TASK DETAILS
The lines below that include "path" are to be found and copied.

SOURCE DATA
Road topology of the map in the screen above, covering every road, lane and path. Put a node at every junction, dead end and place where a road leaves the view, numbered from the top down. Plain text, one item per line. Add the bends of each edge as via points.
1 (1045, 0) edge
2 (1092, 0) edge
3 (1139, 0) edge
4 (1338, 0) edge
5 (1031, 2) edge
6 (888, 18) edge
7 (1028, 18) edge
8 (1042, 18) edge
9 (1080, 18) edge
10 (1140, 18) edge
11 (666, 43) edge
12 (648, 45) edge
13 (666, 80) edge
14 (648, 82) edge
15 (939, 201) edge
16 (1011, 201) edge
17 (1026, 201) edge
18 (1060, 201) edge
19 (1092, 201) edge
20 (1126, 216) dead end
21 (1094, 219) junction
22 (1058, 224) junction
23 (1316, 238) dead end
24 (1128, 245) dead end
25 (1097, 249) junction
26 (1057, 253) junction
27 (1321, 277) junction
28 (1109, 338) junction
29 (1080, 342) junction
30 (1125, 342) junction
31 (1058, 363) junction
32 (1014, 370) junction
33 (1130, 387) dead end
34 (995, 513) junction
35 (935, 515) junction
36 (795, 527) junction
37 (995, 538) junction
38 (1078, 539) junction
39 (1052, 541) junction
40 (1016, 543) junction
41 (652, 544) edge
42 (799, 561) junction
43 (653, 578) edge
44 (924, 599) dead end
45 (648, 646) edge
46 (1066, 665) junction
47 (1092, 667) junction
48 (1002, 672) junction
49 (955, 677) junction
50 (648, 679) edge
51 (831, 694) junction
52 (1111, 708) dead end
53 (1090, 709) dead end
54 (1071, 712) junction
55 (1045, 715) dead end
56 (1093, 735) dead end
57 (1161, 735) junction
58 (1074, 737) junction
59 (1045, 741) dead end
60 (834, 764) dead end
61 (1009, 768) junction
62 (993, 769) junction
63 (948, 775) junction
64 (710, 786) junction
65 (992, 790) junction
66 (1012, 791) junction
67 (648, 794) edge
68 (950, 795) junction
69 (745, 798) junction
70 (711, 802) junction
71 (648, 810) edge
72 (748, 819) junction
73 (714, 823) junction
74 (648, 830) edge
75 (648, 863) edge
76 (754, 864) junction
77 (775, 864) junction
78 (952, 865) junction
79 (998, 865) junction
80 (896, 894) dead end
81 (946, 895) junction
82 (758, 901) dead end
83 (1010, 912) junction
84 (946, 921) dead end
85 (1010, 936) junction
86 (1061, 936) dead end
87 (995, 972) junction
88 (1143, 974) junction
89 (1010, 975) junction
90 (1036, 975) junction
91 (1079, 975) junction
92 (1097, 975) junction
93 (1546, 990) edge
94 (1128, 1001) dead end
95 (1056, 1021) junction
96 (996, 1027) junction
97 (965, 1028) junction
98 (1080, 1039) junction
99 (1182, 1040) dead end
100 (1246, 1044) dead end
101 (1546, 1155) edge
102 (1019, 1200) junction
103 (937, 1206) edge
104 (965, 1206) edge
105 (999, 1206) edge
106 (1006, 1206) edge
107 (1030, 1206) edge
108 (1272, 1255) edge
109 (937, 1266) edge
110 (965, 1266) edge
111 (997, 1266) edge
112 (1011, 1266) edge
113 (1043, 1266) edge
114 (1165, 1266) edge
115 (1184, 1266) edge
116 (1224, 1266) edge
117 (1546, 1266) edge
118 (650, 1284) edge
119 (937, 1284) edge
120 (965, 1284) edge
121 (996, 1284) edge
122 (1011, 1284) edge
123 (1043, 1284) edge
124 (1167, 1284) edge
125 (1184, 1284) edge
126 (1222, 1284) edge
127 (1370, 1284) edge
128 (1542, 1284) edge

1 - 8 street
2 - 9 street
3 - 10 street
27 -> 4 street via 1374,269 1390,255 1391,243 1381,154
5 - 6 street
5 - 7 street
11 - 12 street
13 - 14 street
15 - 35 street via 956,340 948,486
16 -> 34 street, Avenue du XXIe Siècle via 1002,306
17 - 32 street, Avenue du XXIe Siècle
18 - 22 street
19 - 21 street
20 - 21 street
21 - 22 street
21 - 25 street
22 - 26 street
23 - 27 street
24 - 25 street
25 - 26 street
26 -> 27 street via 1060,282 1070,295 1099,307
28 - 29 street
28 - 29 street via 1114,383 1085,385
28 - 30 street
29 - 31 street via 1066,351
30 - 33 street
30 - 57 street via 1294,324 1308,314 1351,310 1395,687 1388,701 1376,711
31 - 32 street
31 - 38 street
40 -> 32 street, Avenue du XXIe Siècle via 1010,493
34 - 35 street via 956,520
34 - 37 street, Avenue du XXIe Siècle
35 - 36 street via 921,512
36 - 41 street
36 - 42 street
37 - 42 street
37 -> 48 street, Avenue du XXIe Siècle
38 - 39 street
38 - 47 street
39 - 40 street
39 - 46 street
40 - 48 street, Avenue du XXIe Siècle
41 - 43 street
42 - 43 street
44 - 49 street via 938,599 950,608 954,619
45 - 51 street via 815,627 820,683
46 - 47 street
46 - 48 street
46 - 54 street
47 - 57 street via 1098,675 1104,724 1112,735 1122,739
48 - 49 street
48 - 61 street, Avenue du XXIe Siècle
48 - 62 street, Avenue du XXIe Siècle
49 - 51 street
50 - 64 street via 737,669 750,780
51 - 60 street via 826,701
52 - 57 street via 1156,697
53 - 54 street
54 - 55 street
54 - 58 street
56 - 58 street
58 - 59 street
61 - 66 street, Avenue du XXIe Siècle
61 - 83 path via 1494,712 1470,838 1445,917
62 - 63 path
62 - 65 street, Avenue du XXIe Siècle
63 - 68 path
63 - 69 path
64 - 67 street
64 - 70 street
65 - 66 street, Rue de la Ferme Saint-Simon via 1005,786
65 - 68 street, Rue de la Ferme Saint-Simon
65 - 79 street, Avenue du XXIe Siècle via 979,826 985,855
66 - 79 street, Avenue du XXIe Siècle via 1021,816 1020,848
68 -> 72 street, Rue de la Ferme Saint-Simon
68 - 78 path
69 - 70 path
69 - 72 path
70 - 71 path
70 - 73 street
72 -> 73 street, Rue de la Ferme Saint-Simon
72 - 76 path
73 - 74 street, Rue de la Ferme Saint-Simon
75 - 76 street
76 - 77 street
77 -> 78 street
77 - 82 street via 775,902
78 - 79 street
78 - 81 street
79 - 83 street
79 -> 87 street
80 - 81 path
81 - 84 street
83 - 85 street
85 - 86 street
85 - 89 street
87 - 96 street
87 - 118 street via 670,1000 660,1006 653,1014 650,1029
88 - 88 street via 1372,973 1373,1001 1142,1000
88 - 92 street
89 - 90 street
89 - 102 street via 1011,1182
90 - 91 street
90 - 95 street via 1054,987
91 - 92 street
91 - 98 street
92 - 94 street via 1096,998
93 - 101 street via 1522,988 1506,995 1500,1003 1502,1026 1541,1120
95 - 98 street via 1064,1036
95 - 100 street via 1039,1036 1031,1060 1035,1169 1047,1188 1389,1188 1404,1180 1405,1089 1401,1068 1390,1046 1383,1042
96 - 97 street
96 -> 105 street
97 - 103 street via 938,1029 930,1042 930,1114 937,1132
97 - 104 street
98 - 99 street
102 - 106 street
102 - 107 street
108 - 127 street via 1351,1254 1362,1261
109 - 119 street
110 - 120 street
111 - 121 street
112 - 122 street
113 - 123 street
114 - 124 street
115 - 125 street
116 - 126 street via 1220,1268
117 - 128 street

FINAL ANSWER
Road topology of the map in the screen above, covering every road, lane and path. Put a node at every junction, dead end and place where a road leaves the view, numbered from the top down. Plain text, one item per line. Add the bends of each edge as via points.
61 - 83 path via 1494,712 1470,838 1445,917
62 - 63 path
63 - 68 path
63 - 69 path
68 - 78 path
69 - 70 path
69 - 72 path
70 - 71 path
72 - 76 path
80 - 81 path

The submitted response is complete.